BTW, still don’t know what chipset or graphics driver you have…

graphics and chipset are :
Video Card Intel Integrated Video 950
Chipset Intel 943ML

The Thinkwiki (for IBM/Levono laptops) site has useful information about graphics chipsets, which is often applicable to other laptops.

Note what it has to say about the Intel Integrated Video 950, which is consistent with the advice deano_ferrari has been providing you: Intel Graphics Media Accelerator 950 - ThinkWiki
and xrandr, and I quote:

External display with XRandR

Unfortunately, given all the radical changes to the Intel driver, and especially now with KMS, external display support has been rather in flux.

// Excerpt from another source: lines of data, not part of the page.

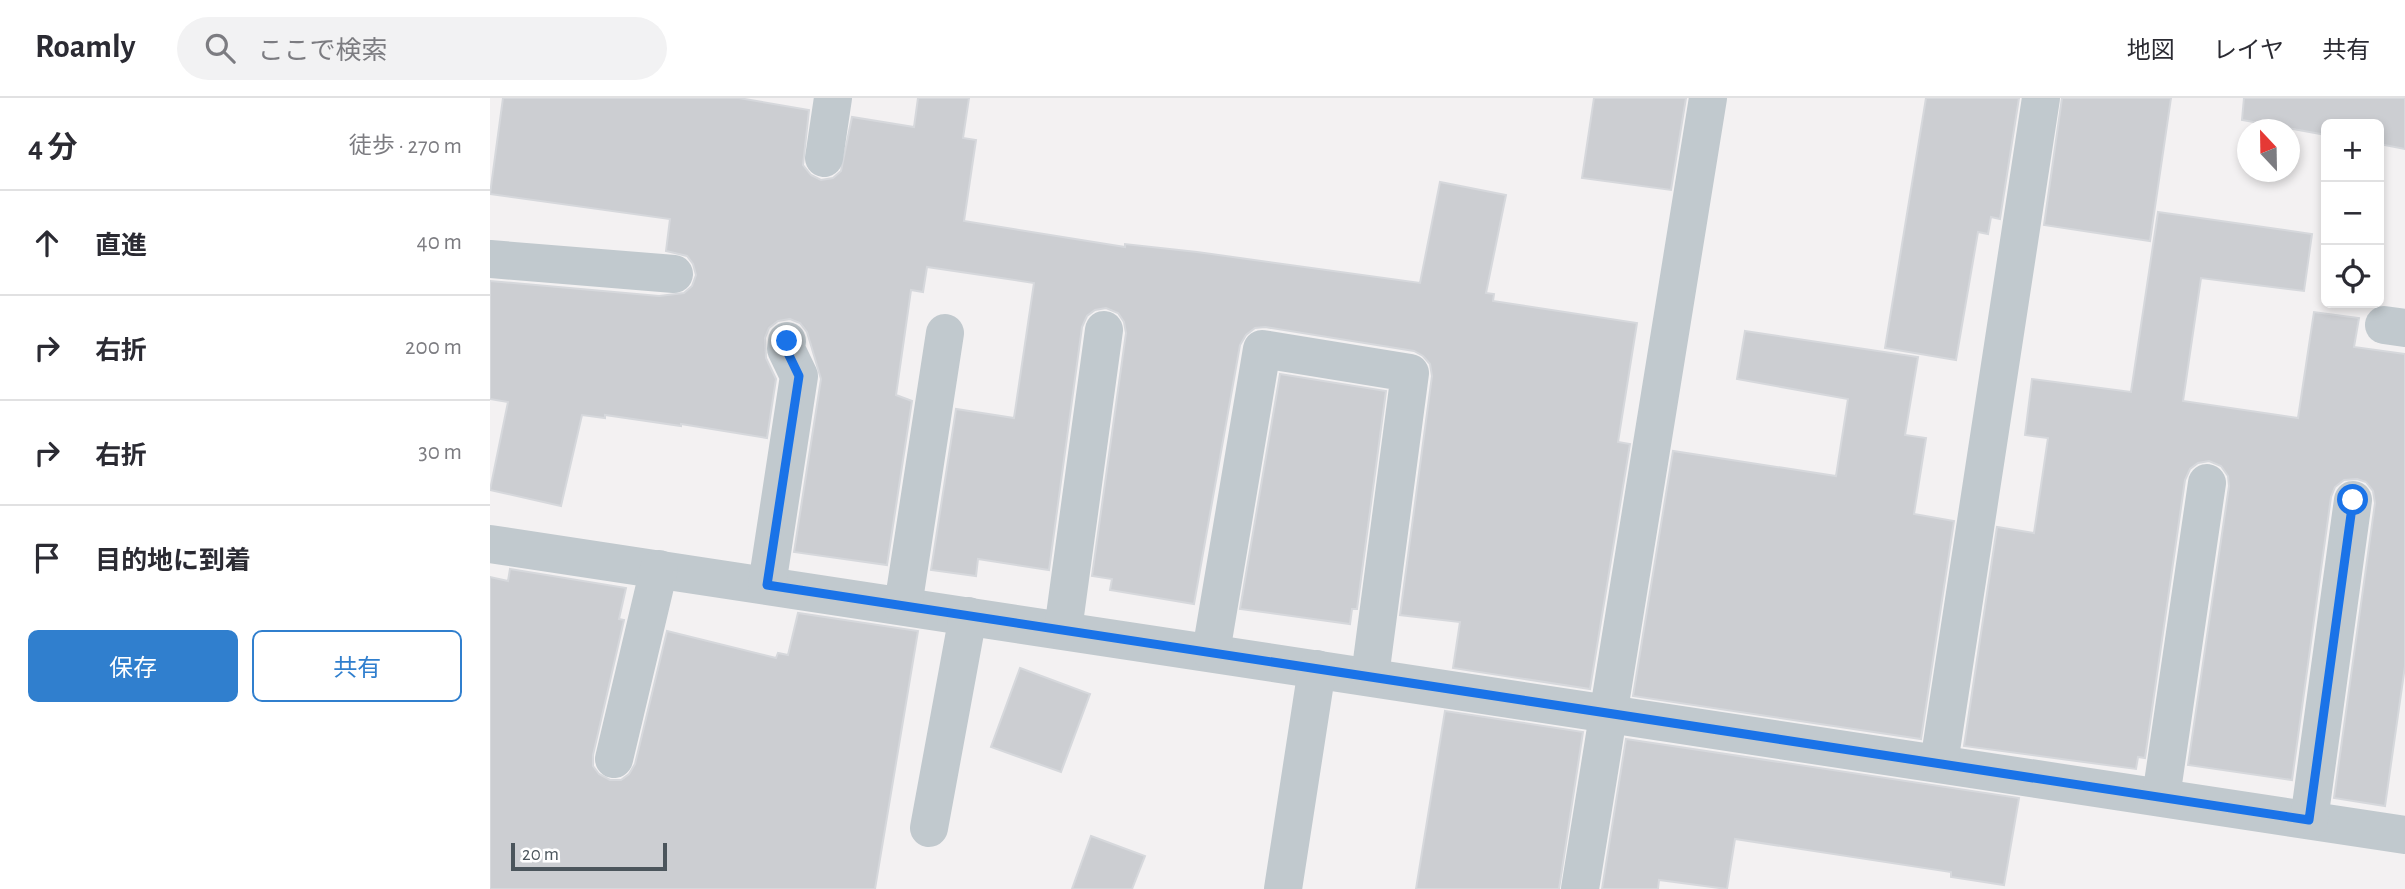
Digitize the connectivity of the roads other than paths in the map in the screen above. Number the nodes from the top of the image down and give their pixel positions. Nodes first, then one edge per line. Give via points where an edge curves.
1 (834, 98) edge
2 (1708, 98) edge
3 (2041, 98) edge
4 (824, 158) dead end
5 (490, 259) edge
6 (674, 274) dead end
7 (1104, 330) dead end
8 (945, 333) dead end
9 (787, 341) dead end
10 (2207, 483) dead end
11 (2353, 500) dead end
12 (490, 544) edge
13 (659, 569) junction
14 (767, 585) junction
15 (903, 606) junction
16 (968, 616) junction
17 (1063, 630) junction
18 (1211, 652) junction
19 (1317, 669) junction
20 (1370, 676) junction
21 (1608, 712) junction
22 (614, 759) dead end
23 (1938, 763) junction
24 (2161, 797) junction
25 (2309, 820) junction
26 (929, 828) dead end
27 (2405, 835) edge
28 (1283, 889) edge
29 (1580, 889) edge

1 - 4 street
2 - 21 street
3 - 23 street
5 - 6 street
7 - 17 street
8 - 15 street
9 - 14 street via 786,349 799,376
10 - 24 street
11 - 25 street
12 - 13 street
13 - 14 street
13 - 22 street
14 - 15 street
15 - 16 street
16 - 17 street
16 - 26 street
17 - 18 street
18 - 19 street
18 - 20 street via 1262,349 1410,373
19 - 20 street
19 - 28 street
20 - 21 street
21 - 23 street
21 - 29 street
23 - 24 street
24 - 25 street
25 - 27 street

One of the issues encountered is that the maximum virtual screensize depending on driver version (or in the case of KMS, the kernel). This is important if you want to have an extended desktop (dual-display), but not for Mirror mode. If your using KMS, depending on what patches made it into the kernel the maximum virtual screensize is either 2048x2048 or 4096x4096. If your not using KMS, depending on the Intel driver version it will be either 1280x1280 or 2048x2048. 4096x4096 is not possible without KMS, and even then you might have to add this patch [Intel-gfx] [PATCH] drm/i915: Allow frame buffers up to 4096x4096 on 915/945 class hardware](http://lists.freedesktop.org/archives/intel-gfx/2009-July/003353.html) to your kernel to enable it.

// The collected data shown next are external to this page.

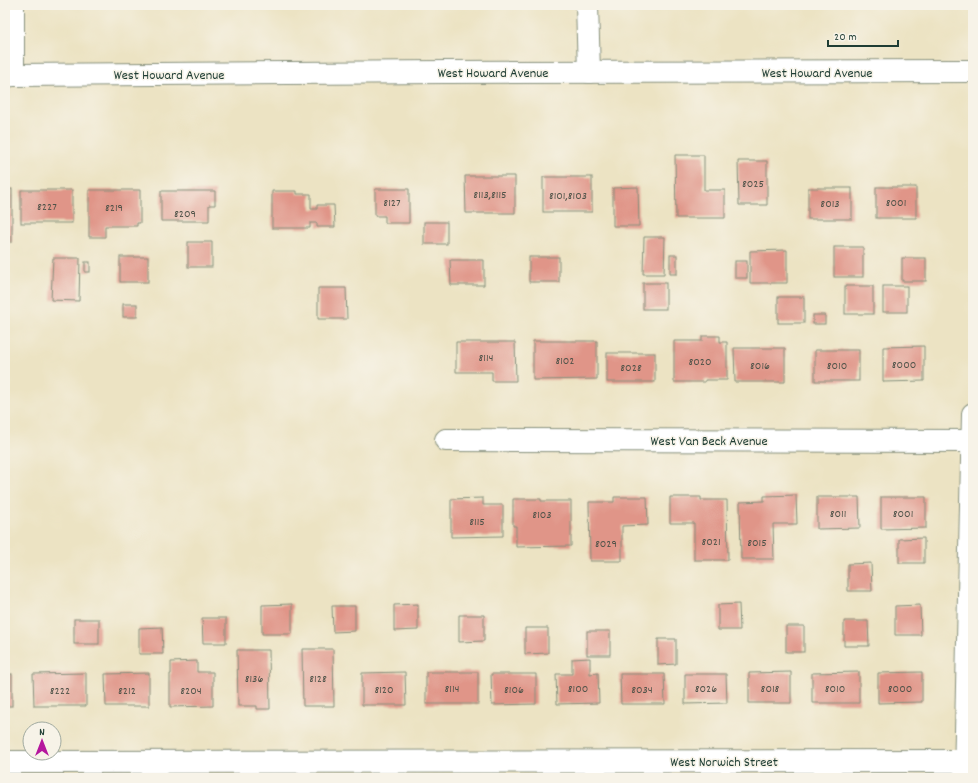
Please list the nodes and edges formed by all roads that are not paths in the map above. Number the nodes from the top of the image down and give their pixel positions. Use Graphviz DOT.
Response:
graph roads {
  1 [pos="14,5"];
  2 [pos="587,5"];
  3 [pos="973,71"];
  4 [pos="589,72"];
  5 [pos="8,75"];
  6 [pos="973,414"];
  7 [pos="446,440"];
  8 [pos="973,441"];
  9 [pos="5,762"];
  10 [pos="968,767"];
  1 -- 5 [label="street"];
  2 -- 4 [label="street"];
  3 -- 4 [label="street, West Howard Avenue"];
  4 -- 5 [label="street, West Howard Avenue"];
  6 -- 8 [label="street"];
  7 -- 8 [label="street, West Van Beck Avenue"];
  8 -- 10 [label="street"];
  9 -- 10 [label="street, West Norwich Street"];
}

To see what your virtual screensize is, simply run xrandr from a cmdline and look for something like this

Screen 0: minimum 320 x 200, current 1400 x 1050, maximum 4096 x 4096

As you can see in the above example the maximum virtual screensize is 4096x4096 which is ideal, and again, only possible in combination with KMS. If your getting 1280x1280 instead, your running an older Intel driver and have to add the Virtual line as shown below to your xorg.conf

Section "Screen"
     Identifier      "Default Screen"
     Device          "Intel Graphics Adapter"
     SubSection "Display"
            Virtual         2048 2048
     EndSubSection
EndSection

Once you have started X, you should find that your multiple monitors are automatically activated and mirror each other to the extent allowed by their potentially different geometries. If you want them to appear as a “large desktop”, you need to adjust their relative position with the XRandR utility. You can get an idea of what you’re working with by typing

xrandr -q

This will give you a list of outputs and tell you which ones are connected. The external display port should be called “VGA” or “DVI” (or “VGA1” or “DVI1” in case of KMS) while the builtin LCD should be called “LVDS”. (or “LVDS1” in case of KMS). If, for example you want to stack your desktops vertically, you might do something like

xrandr --output LVDS --below VGA

or

xrandr --output VGA --below LVDS

your window manager may treat the two cases differently in terms of where it decides to put things like the toolbar. Ideally, you probably want to put the desired xrandr command someplace that it might get executed before your window manager starts. For example in your ~/.xsession or ~/.xinitrc file.

if you keep reading on that site you will see there is more provided.